Stored items
******************************

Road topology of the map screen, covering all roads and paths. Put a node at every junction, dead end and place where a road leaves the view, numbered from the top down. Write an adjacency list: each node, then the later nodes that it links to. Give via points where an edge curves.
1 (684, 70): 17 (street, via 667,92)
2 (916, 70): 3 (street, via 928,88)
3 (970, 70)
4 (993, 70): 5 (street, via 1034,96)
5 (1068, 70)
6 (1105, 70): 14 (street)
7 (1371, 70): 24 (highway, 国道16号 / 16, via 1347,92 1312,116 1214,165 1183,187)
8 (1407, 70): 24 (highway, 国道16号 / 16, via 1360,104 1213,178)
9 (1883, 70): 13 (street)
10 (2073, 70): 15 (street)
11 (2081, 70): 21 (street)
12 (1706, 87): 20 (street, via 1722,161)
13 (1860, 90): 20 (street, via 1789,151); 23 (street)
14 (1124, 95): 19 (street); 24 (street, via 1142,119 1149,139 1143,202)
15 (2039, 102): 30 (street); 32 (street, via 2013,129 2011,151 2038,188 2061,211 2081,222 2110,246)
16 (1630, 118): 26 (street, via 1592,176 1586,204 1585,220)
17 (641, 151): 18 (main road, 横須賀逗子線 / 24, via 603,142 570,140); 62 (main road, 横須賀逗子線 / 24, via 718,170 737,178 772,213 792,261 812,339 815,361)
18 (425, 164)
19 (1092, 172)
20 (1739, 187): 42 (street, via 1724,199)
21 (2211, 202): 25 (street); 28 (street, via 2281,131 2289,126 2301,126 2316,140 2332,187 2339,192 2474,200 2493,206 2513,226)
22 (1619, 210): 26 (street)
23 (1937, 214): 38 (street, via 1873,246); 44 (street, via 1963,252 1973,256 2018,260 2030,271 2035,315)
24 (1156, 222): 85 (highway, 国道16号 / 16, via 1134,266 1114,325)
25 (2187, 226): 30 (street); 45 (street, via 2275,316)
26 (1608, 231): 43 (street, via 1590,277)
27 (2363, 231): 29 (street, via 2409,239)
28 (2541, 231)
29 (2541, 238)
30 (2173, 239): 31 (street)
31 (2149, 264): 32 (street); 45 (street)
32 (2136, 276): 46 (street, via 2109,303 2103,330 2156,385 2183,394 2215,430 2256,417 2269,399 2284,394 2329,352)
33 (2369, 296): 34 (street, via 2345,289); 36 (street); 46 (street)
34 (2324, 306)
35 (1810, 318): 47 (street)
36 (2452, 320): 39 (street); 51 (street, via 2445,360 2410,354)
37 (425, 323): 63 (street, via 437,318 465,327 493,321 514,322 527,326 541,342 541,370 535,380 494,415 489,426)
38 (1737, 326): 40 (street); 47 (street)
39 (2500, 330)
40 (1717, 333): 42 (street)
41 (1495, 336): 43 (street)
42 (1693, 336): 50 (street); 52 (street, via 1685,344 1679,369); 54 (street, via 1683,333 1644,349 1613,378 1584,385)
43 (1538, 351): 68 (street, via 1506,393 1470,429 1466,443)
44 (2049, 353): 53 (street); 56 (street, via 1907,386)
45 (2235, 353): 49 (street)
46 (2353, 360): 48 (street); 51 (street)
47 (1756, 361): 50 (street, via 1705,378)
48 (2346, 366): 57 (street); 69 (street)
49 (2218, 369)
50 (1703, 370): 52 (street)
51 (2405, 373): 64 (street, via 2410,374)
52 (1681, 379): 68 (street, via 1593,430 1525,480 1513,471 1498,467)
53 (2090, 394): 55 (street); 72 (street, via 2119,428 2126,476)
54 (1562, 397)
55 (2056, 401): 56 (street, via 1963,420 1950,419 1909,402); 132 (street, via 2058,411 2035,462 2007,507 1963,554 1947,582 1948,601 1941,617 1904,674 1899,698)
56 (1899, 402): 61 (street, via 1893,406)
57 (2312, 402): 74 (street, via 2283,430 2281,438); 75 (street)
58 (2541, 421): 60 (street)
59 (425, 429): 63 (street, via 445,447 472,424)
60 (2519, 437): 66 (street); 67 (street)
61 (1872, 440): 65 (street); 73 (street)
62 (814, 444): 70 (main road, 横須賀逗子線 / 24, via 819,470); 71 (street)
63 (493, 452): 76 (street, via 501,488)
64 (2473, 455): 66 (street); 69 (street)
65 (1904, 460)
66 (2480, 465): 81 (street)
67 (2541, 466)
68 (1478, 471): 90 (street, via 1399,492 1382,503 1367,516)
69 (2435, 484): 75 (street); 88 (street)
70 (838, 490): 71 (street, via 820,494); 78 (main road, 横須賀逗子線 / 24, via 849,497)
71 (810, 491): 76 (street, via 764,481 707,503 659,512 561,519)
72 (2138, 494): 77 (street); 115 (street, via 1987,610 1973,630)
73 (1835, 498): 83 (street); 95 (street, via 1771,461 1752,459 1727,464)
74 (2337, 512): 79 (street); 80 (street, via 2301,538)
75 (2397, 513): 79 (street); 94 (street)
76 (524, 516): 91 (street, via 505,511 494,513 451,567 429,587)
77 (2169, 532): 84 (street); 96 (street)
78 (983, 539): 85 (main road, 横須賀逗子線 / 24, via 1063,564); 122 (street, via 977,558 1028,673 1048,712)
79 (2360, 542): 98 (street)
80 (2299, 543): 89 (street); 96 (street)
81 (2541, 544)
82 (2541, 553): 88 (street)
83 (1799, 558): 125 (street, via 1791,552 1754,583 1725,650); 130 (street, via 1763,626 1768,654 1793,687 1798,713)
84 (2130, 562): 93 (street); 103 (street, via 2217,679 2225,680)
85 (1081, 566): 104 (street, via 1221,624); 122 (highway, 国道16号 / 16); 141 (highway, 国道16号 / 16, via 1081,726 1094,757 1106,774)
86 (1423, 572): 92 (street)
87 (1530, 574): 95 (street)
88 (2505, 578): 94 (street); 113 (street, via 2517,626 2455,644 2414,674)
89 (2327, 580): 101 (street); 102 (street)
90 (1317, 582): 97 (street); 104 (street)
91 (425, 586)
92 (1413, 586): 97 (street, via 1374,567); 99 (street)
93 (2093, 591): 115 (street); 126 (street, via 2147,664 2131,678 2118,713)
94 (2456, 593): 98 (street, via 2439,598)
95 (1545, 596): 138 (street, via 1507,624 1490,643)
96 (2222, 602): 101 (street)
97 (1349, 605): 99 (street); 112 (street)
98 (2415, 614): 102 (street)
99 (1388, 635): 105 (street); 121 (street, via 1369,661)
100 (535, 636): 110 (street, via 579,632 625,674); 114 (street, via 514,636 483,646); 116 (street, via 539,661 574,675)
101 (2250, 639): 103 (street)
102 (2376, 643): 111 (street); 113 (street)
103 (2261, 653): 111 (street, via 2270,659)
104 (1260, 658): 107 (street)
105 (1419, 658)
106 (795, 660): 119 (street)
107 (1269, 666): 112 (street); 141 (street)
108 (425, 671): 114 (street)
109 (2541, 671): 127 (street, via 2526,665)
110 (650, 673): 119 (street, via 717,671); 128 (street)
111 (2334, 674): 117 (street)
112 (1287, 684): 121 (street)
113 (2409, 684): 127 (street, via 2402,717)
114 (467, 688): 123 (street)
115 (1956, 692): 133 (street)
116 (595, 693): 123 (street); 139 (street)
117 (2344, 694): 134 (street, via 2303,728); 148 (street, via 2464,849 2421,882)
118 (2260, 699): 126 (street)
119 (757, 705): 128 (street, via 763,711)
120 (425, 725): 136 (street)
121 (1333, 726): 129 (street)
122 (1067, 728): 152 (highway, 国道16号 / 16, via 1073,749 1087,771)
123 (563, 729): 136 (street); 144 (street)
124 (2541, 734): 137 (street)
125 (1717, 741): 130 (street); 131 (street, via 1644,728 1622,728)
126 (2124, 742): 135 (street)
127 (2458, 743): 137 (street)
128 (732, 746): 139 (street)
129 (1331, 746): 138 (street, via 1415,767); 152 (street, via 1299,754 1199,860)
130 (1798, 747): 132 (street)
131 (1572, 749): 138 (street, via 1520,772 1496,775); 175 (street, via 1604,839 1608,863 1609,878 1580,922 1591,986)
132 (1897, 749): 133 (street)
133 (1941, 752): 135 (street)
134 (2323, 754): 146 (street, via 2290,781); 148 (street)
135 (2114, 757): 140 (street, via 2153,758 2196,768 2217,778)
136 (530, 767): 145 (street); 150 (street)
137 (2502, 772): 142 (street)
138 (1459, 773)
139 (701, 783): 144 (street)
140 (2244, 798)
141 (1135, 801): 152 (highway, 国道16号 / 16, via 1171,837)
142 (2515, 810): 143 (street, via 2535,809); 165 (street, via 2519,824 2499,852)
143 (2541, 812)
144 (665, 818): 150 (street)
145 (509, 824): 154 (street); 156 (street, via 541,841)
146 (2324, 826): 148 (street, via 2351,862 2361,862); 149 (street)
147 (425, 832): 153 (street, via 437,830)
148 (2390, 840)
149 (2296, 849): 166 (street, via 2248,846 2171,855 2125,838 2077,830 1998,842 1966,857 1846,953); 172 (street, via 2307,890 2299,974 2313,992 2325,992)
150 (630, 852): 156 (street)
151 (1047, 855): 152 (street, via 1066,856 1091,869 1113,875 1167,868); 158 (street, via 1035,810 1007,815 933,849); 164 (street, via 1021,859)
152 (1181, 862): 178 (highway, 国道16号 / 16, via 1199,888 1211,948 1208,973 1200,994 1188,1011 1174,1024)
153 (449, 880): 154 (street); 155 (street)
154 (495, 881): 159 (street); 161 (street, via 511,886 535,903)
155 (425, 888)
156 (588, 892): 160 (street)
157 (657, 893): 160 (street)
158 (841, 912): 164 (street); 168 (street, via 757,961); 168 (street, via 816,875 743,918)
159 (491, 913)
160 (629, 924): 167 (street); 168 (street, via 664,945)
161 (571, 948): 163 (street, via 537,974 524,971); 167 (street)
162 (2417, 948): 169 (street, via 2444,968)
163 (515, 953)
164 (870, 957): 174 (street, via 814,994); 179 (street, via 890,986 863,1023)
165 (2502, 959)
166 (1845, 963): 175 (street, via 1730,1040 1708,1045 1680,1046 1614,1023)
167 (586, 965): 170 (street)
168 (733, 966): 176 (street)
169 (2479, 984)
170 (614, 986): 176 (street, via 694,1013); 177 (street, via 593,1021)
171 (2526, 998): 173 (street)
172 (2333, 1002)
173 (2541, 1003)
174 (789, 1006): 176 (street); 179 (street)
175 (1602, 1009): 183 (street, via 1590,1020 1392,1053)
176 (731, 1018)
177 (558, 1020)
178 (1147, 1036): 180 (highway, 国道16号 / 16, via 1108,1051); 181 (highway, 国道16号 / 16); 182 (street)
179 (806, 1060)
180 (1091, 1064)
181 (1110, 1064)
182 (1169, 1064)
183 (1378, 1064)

******************************

What you have to do: Every line of the entries that includes "highway" must be copied into the answer.

Answer section:
7 (1371, 70): 24 (highway, 国道16号 / 16, via 1347,92 1312,116 1214,165 1183,187)
8 (1407, 70): 24 (highway, 国道16号 / 16, via 1360,104 1213,178)
24 (1156, 222): 85 (highway, 国道16号 / 16, via 1134,266 1114,325)
85 (1081, 566): 104 (street, via 1221,624); 122 (highway, 国道16号 / 16); 141 (highway, 国道16号 / 16, via 1081,726 1094,757 1106,774)
122 (1067, 728): 152 (highway, 国道16号 / 16, via 1073,749 1087,771)
141 (1135, 801): 152 (highway, 国道16号 / 16, via 1171,837)
152 (1181, 862): 178 (highway, 国道16号 / 16, via 1199,888 1211,948 1208,973 1200,994 1188,1011 1174,1024)
178 (1147, 1036): 180 (highway, 国道16号 / 16, via 1108,1051); 181 (highway, 国道16号 / 16); 182 (street)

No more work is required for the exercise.